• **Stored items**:
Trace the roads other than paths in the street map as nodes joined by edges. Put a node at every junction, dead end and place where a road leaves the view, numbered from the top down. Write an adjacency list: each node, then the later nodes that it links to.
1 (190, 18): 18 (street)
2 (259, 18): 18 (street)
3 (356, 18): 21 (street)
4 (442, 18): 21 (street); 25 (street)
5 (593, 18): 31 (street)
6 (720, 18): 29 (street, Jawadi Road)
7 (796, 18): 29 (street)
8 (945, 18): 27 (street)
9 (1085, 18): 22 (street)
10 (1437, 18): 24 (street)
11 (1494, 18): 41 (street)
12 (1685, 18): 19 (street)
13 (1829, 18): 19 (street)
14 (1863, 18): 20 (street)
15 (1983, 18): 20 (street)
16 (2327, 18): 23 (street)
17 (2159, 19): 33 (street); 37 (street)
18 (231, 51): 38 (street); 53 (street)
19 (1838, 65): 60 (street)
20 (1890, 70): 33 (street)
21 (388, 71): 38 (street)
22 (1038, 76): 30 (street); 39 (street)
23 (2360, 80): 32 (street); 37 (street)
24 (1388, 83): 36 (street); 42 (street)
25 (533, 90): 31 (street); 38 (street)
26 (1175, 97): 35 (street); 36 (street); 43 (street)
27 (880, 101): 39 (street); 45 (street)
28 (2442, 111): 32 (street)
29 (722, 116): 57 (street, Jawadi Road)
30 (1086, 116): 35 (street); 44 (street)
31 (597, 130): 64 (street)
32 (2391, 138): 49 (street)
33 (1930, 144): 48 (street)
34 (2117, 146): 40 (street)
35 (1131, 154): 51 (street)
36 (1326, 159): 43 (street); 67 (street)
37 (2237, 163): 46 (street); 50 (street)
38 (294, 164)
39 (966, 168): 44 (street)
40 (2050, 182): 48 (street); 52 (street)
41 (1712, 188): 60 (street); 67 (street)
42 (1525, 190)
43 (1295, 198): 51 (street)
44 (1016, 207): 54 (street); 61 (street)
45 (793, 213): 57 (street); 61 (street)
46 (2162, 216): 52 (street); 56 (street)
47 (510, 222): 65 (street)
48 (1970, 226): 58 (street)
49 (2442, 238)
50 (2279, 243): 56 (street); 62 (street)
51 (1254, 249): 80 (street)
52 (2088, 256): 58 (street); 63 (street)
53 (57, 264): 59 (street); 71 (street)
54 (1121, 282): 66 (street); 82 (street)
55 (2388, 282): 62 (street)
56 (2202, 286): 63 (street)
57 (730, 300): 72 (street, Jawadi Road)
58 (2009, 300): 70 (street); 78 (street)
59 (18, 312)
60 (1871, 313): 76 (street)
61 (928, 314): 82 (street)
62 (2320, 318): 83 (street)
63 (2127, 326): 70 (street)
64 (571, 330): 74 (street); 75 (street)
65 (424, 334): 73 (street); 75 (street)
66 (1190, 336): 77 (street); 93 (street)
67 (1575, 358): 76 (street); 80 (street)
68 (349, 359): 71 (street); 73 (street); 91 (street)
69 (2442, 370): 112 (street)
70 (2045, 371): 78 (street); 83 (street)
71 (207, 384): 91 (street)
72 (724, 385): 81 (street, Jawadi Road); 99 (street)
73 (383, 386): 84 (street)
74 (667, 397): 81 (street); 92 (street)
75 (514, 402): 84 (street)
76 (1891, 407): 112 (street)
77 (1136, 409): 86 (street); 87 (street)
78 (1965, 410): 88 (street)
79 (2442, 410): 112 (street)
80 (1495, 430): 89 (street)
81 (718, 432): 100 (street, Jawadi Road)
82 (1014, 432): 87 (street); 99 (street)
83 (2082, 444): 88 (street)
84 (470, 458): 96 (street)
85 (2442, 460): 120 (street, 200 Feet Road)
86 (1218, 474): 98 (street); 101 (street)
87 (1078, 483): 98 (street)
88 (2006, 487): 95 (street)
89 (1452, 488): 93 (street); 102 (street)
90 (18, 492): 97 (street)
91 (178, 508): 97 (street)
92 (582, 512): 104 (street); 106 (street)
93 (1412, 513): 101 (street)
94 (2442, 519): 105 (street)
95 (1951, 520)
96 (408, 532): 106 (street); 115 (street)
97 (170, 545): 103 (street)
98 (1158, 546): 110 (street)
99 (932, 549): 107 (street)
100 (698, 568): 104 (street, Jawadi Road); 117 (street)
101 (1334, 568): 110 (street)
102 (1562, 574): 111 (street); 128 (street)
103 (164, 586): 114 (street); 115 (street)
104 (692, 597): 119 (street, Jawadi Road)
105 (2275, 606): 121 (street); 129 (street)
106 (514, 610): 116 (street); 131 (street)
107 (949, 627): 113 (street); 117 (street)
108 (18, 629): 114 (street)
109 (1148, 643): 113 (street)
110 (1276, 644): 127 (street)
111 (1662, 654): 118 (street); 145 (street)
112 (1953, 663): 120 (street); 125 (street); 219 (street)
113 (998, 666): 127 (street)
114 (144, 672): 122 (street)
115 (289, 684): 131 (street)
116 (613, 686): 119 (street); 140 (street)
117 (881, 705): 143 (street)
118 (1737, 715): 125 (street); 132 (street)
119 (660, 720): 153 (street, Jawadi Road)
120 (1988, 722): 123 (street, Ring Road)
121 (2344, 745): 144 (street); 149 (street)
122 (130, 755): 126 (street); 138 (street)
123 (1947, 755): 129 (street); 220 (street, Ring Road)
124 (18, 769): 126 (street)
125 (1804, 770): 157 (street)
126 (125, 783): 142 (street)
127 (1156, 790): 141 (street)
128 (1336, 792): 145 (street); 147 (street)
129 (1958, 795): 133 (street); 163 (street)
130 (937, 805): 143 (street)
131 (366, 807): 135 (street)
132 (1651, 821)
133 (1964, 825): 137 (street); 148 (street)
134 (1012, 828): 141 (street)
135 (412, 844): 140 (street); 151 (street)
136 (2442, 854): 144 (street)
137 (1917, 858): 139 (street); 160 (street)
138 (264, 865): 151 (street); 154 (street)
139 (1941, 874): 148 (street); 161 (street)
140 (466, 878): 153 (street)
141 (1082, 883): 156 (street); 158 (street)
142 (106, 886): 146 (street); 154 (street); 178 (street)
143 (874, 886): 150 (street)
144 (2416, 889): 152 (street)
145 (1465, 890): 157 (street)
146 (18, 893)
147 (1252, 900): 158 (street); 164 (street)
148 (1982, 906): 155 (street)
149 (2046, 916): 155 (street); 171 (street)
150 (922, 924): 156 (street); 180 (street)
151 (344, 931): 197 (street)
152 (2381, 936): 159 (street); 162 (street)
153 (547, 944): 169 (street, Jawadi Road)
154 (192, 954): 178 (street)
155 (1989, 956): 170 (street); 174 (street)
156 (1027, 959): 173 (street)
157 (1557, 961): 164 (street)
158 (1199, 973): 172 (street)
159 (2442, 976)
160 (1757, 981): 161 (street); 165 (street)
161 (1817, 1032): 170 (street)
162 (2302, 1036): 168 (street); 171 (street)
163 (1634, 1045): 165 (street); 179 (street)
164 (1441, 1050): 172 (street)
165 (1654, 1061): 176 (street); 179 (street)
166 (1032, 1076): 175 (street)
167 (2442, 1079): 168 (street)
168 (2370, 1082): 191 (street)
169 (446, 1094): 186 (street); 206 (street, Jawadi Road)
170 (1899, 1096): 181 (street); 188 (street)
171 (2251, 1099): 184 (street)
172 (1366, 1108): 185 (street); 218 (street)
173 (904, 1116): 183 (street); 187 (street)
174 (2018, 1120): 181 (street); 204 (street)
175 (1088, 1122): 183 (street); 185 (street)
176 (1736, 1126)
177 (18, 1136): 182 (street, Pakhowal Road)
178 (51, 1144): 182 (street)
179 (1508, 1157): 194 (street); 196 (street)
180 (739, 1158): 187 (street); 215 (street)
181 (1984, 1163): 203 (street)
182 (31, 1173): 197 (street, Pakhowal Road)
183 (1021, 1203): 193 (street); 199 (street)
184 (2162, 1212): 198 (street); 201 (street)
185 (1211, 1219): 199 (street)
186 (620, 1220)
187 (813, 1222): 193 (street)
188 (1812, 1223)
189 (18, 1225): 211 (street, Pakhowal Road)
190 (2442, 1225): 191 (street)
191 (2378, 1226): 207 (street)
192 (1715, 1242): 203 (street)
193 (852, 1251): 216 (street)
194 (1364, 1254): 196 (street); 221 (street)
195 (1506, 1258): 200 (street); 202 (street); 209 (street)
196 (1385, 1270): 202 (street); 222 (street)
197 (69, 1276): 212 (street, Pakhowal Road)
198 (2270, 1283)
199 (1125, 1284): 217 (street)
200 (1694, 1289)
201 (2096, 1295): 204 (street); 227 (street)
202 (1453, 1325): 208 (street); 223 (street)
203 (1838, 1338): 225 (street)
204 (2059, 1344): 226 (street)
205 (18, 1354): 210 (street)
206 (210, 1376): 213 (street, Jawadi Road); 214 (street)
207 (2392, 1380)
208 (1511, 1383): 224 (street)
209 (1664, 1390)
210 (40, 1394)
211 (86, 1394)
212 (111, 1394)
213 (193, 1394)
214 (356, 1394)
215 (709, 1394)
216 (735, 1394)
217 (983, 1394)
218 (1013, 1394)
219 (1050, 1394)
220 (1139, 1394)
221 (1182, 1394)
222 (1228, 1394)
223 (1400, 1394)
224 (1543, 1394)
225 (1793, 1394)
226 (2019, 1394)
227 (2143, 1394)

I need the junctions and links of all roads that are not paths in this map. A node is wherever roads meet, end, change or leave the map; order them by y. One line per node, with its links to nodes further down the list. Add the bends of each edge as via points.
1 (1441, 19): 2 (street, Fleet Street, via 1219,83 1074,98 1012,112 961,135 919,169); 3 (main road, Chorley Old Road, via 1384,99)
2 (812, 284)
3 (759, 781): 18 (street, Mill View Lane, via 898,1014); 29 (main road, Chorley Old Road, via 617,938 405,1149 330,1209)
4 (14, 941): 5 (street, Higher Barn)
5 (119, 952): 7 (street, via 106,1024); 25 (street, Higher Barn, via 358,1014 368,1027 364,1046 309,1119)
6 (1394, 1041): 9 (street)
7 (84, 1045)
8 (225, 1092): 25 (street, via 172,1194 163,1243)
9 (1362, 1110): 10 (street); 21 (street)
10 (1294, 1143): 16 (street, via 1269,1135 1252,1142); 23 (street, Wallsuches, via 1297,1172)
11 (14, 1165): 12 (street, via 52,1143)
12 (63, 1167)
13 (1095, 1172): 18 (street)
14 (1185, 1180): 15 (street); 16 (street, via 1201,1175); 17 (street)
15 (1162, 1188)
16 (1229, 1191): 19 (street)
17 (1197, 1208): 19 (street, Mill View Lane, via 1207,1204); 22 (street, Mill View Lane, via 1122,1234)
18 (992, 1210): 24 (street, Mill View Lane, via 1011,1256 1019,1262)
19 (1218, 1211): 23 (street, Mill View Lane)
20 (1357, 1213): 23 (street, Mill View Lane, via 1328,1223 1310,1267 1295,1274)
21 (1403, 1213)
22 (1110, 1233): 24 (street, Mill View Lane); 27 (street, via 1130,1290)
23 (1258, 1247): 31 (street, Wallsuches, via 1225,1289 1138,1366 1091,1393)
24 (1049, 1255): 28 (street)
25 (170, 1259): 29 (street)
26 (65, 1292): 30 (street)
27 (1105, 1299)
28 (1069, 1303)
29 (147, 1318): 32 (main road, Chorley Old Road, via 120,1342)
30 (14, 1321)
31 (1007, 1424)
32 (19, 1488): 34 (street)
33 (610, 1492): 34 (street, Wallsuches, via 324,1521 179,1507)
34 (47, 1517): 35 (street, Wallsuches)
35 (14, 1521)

• **WORK INSTRUCTION**: Show the lines of the entries that include the string "links", copying each in full.

• **WRITTEN ANSWER**:
Trace the roads other than paths in the street map as nodes joined by edges. Put a node at every junction, dead end and place where a road leaves the view, numbered from the top down. Write an adjacency list: each node, then the later nodes that it links to.
I need the junctions and links of all roads that are not paths in this map. A node is wherever roads meet, end, change or leave the map; order them by y. One line per node, with its links to nodes further down the list. Add the bends of each edge as via points.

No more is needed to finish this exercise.